• [TASK DETAILS]
Repeat every record exactly, but keep images out of the copy.

• [PROVIDED RECORDS]

▶

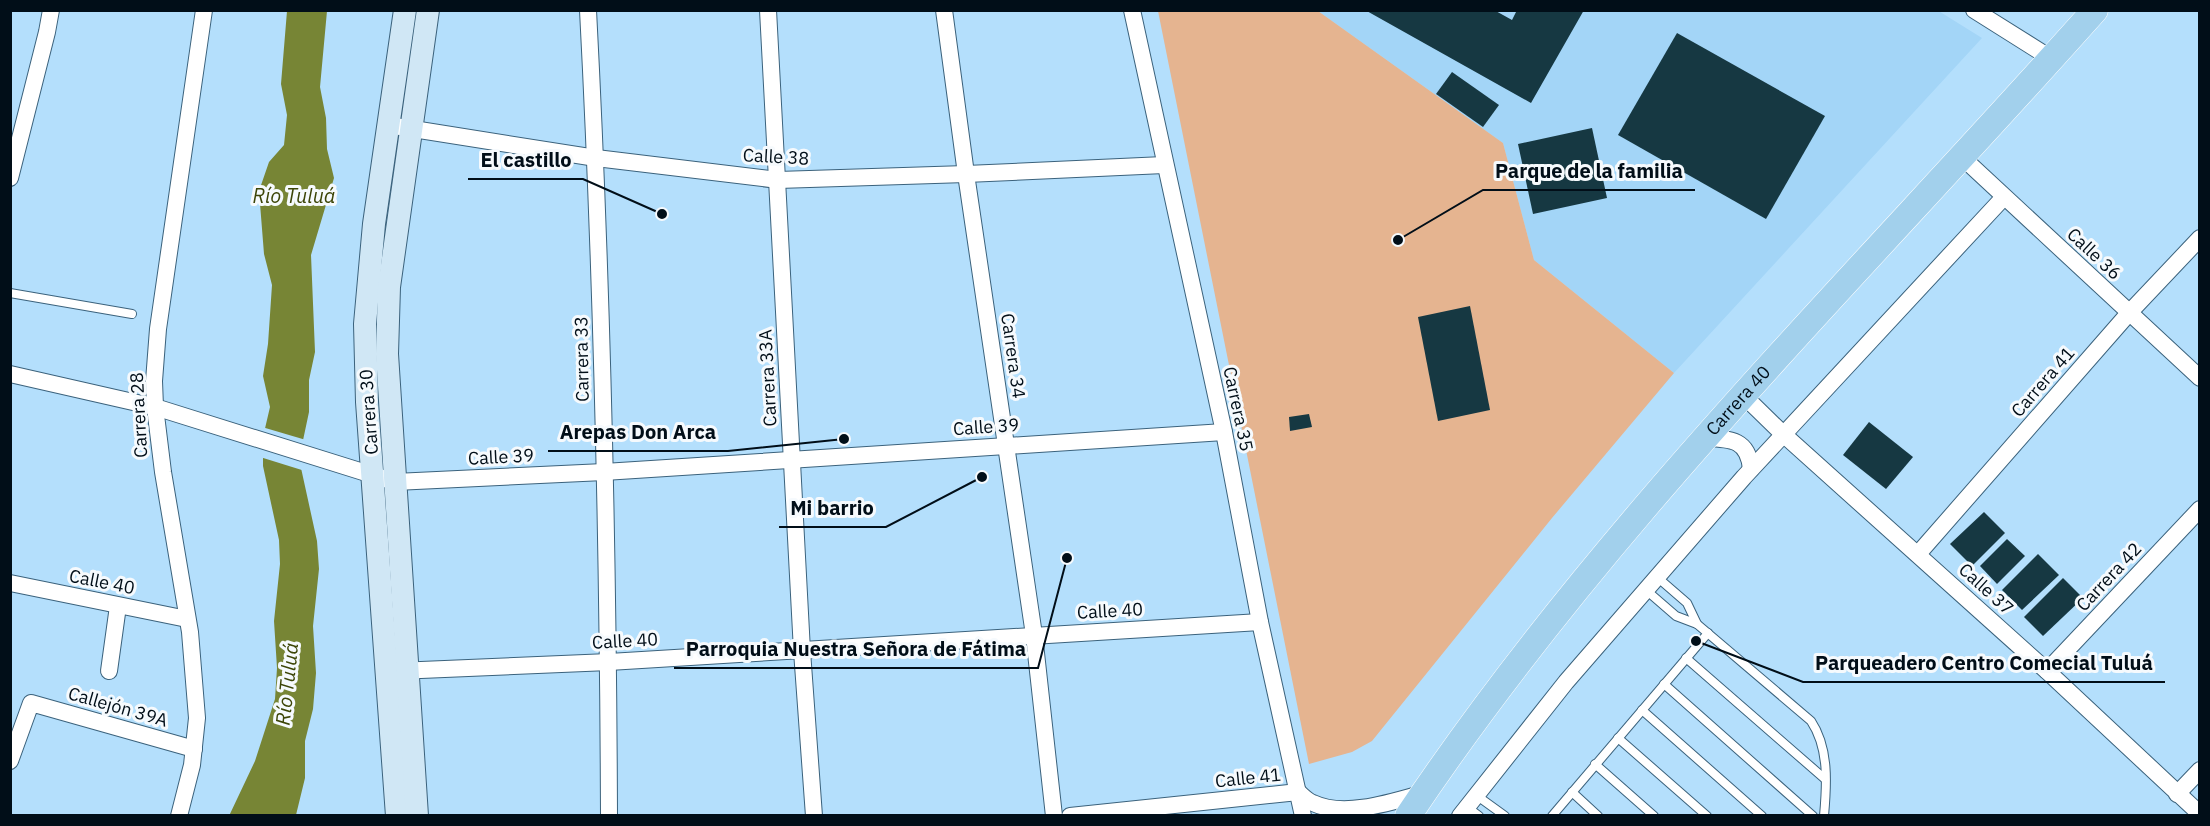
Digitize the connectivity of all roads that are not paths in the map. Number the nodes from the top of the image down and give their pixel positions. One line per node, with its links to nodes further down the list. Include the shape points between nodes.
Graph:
1 (51, 10): 18 (street)
2 (204, 10): 28 (street, Carrera 28, via 158,329)
3 (405, 10): 12 (main road, Carrera 30)
4 (428, 10): 13 (main road, Carrera 30)
5 (588, 10): 15 (street, Carrera 33)
6 (768, 10): 19 (street, Carrera 33A)
7 (945, 10): 17 (street, Carrera 34)
8 (1132, 10): 16 (street, Carrera 35)
9 (1974, 10): 11 (street)
10 (2095, 10): 11 (main road, Carrera 40)
11 (2052, 59): 14 (main road, Carrera 40)
12 (388, 125): 13 (street, Calle 38); 36 (main road, Carrera 30, via 365,324 367,402)
13 (411, 127): 15 (street, Calle 38); 36 (main road, Carrera 30, via 390,276)
14 (1963, 158): 20 (street, Calle 36); 27 (main road, Carrera 40)
15 (596, 159): 19 (street, Calle 38); 35 (street, Carrera 33)
16 (1164, 165): 17 (street, Calle 38); 29 (street, Carrera 35)
17 (966, 174): 19 (street, Calle 38); 32 (street, Carrera 34)
18 (10, 178)
19 (778, 180): 33 (street, Carrera 33A)
20 (2004, 197): 23 (street, Calle 36); 30 (street)
21 (2199, 238): 23 (street, Carrera 41)
22 (10, 293): 24 (lane)
23 (2129, 313): 26 (street, Calle 36); 38 (street, Carrera 41)
24 (132, 314)
25 (10, 374): 28 (street, Calle 39)
26 (2199, 378)
27 (1744, 396): 30 (street, Calle 37); 31 (main road, Carrera 40)
28 (155, 407): 36 (street, Calle 39); 43 (street, Carrera 28)
29 (1224, 432): 32 (street, Calle 39); 44 (street, Carrera 35)
30 (1783, 434): 34 (street); 38 (street, Calle 37)
31 (1705, 438): 34 (street, via 1725,439 1745,447); 64 (main road, Carrera 40, via 1501,686)
32 (1006, 445): 33 (street, Calle 39); 47 (street, Carrera 34)
33 (792, 458): 35 (street, Calle 39); 48 (street, Carrera 33A)
34 (1751, 469): 39 (street)
35 (604, 472): 36 (street, Calle 39); 50 (street, Carrera 33)
36 (385, 479): 52 (main road, Carrera 30)
37 (2199, 509): 53 (street, Carrera 42)
38 (1918, 554): 53 (street, Calle 37)
39 (1657, 577): 41 (street); 45 (lane, via 1687,603)
40 (10, 584): 42 (street, Calle 40)
41 (1646, 590): 45 (lane, via 1676,616); 66 (street, via 1566,682)
42 (118, 606): 43 (street, Calle 40); 51 (street)
43 (187, 619): 57 (street, Carrera 28, via 196,682)
44 (1260, 622): 47 (street, Calle 40); 62 (street, Carrera 35)
45 (1697, 624): 46 (lane)
46 (1708, 633): 49 (lane); 61 (lane, via 1811,721 1825,750)
47 (1034, 635): 48 (street, Calle 40); 74 (street, Carrera 34)
48 (802, 651): 50 (street, Calle 40); 73 (street, Carrera 33A)
49 (1686, 658): 54 (lane); 61 (lane)
50 (609, 662): 52 (street, Calle 40); 72 (street, Carrera 33)
51 (109, 671)
52 (397, 671): 70 (main road, Carrera 30); 71 (main road, Carrera 30)
53 (2047, 671): 65 (street, Calle 37)
54 (1664, 684): 55 (lane); 84 (lane)
55 (1642, 710): 56 (lane); 83 (lane)
56 (1618, 738): 59 (lane); 82 (lane)
57 (194, 748): 58 (street, Callejón 39A, via 31,703); 69 (street, Carrera 28)
58 (10, 761)
59 (1595, 764): 63 (lane); 81 (lane)
60 (2199, 770): 65 (street)
61 (1825, 779): 85 (lane)
62 (1298, 792): 64 (street, Calle 41, via 1313,803 1336,809 1380,805); 67 (street, Calle 41); 76 (street, Carrera 35)
63 (1572, 792): 79 (lane); 80 (lane)
64 (1424, 793): 77 (main road, Carrera 40)
65 (2177, 794): 68 (street, Calle 37)
66 (1470, 808): 78 (lane)
67 (1183, 810): 75 (street, Calle 41)
68 (2199, 814)
69 (179, 816)
70 (397, 816)
71 (417, 816)
72 (609, 816)
73 (814, 816)
74 (1054, 816)
75 (1070, 816)
76 (1303, 816)
77 (1408, 816)
78 (1505, 816)
79 (1552, 816)
80 (1599, 816)
81 (1654, 816)
82 (1707, 816)
83 (1762, 816)
84 (1814, 816)
85 (1824, 816)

◀

• [REPLY TO THE TASK]
Digitize the connectivity of all roads that are not paths in the map. Number the nodes from the top of the image down and give their pixel positions. One line per node, with its links to nodes further down the list. Include the shape points between nodes.
Graph:
1 (51, 10): 18 (street)
2 (204, 10): 28 (street, Carrera 28, via 158,329)
3 (405, 10): 12 (main road, Carrera 30)
4 (428, 10): 13 (main road, Carrera 30)
5 (588, 10): 15 (street, Carrera 33)
6 (768, 10): 19 (street, Carrera 33A)
7 (945, 10): 17 (street, Carrera 34)
8 (1132, 10): 16 (street, Carrera 35)
9 (1974, 10): 11 (street)
10 (2095, 10): 11 (main road, Carrera 40)
11 (2052, 59): 14 (main road, Carrera 40)
12 (388, 125): 13 (street, Calle 38); 36 (main road, Carrera 30, via 365,324 367,402)
13 (411, 127): 15 (street, Calle 38); 36 (main road, Carrera 30, via 390,276)
14 (1963, 158): 20 (street, Calle 36); 27 (main road, Carrera 40)
15 (596, 159): 19 (street, Calle 38); 35 (street, Carrera 33)
16 (1164, 165): 17 (street, Calle 38); 29 (street, Carrera 35)
17 (966, 174): 19 (street, Calle 38); 32 (street, Carrera 34)
18 (10, 178)
19 (778, 180): 33 (street, Carrera 33A)
20 (2004, 197): 23 (street, Calle 36); 30 (street)
21 (2199, 238): 23 (street, Carrera 41)
22 (10, 293): 24 (lane)
23 (2129, 313): 26 (street, Calle 36); 38 (street, Carrera 41)
24 (132, 314)
25 (10, 374): 28 (street, Calle 39)
26 (2199, 378)
27 (1744, 396): 30 (street, Calle 37); 31 (main road, Carrera 40)
28 (155, 407): 36 (street, Calle 39); 43 (street, Carrera 28)
29 (1224, 432): 32 (street, Calle 39); 44 (street, Carrera 35)
30 (1783, 434): 34 (street); 38 (street, Calle 37)
31 (1705, 438): 34 (street, via 1725,439 1745,447); 64 (main road, Carrera 40, via 1501,686)
32 (1006, 445): 33 (street, Calle 39); 47 (street, Carrera 34)
33 (792, 458): 35 (street, Calle 39); 48 (street, Carrera 33A)
34 (1751, 469): 39 (street)
35 (604, 472): 36 (street, Calle 39); 50 (street, Carrera 33)
36 (385, 479): 52 (main road, Carrera 30)
37 (2199, 509): 53 (street, Carrera 42)
38 (1918, 554): 53 (street, Calle 37)
39 (1657, 577): 41 (street); 45 (lane, via 1687,603)
40 (10, 584): 42 (street, Calle 40)
41 (1646, 590): 45 (lane, via 1676,616); 66 (street, via 1566,682)
42 (118, 606): 43 (street, Calle 40); 51 (street)
43 (187, 619): 57 (street, Carrera 28, via 196,682)
44 (1260, 622): 47 (street, Calle 40); 62 (street, Carrera 35)
45 (1697, 624): 46 (lane)
46 (1708, 633): 49 (lane); 61 (lane, via 1811,721 1825,750)
47 (1034, 635): 48 (street, Calle 40); 74 (street, Carrera 34)
48 (802, 651): 50 (street, Calle 40); 73 (street, Carrera 33A)
49 (1686, 658): 54 (lane); 61 (lane)
50 (609, 662): 52 (street, Calle 40); 72 (street, Carrera 33)
51 (109, 671)
52 (397, 671): 70 (main road, Carrera 30); 71 (main road, Carrera 30)
53 (2047, 671): 65 (street, Calle 37)
54 (1664, 684): 55 (lane); 84 (lane)
55 (1642, 710): 56 (lane); 83 (lane)
56 (1618, 738): 59 (lane); 82 (lane)
57 (194, 748): 58 (street, Callejón 39A, via 31,703); 69 (street, Carrera 28)
58 (10, 761)
59 (1595, 764): 63 (lane); 81 (lane)
60 (2199, 770): 65 (street)
61 (1825, 779): 85 (lane)
62 (1298, 792): 64 (street, Calle 41, via 1313,803 1336,809 1380,805); 67 (street, Calle 41); 76 (street, Carrera 35)
63 (1572, 792): 79 (lane); 80 (lane)
64 (1424, 793): 77 (main road, Carrera 40)
65 (2177, 794): 68 (street, Calle 37)
66 (1470, 808): 78 (lane)
67 (1183, 810): 75 (street, Calle 41)
68 (2199, 814)
69 (179, 816)
70 (397, 816)
71 (417, 816)
72 (609, 816)
73 (814, 816)
74 (1054, 816)
75 (1070, 816)
76 (1303, 816)
77 (1408, 816)
78 (1505, 816)
79 (1552, 816)
80 (1599, 816)
81 (1654, 816)
82 (1707, 816)
83 (1762, 816)
84 (1814, 816)
85 (1824, 816)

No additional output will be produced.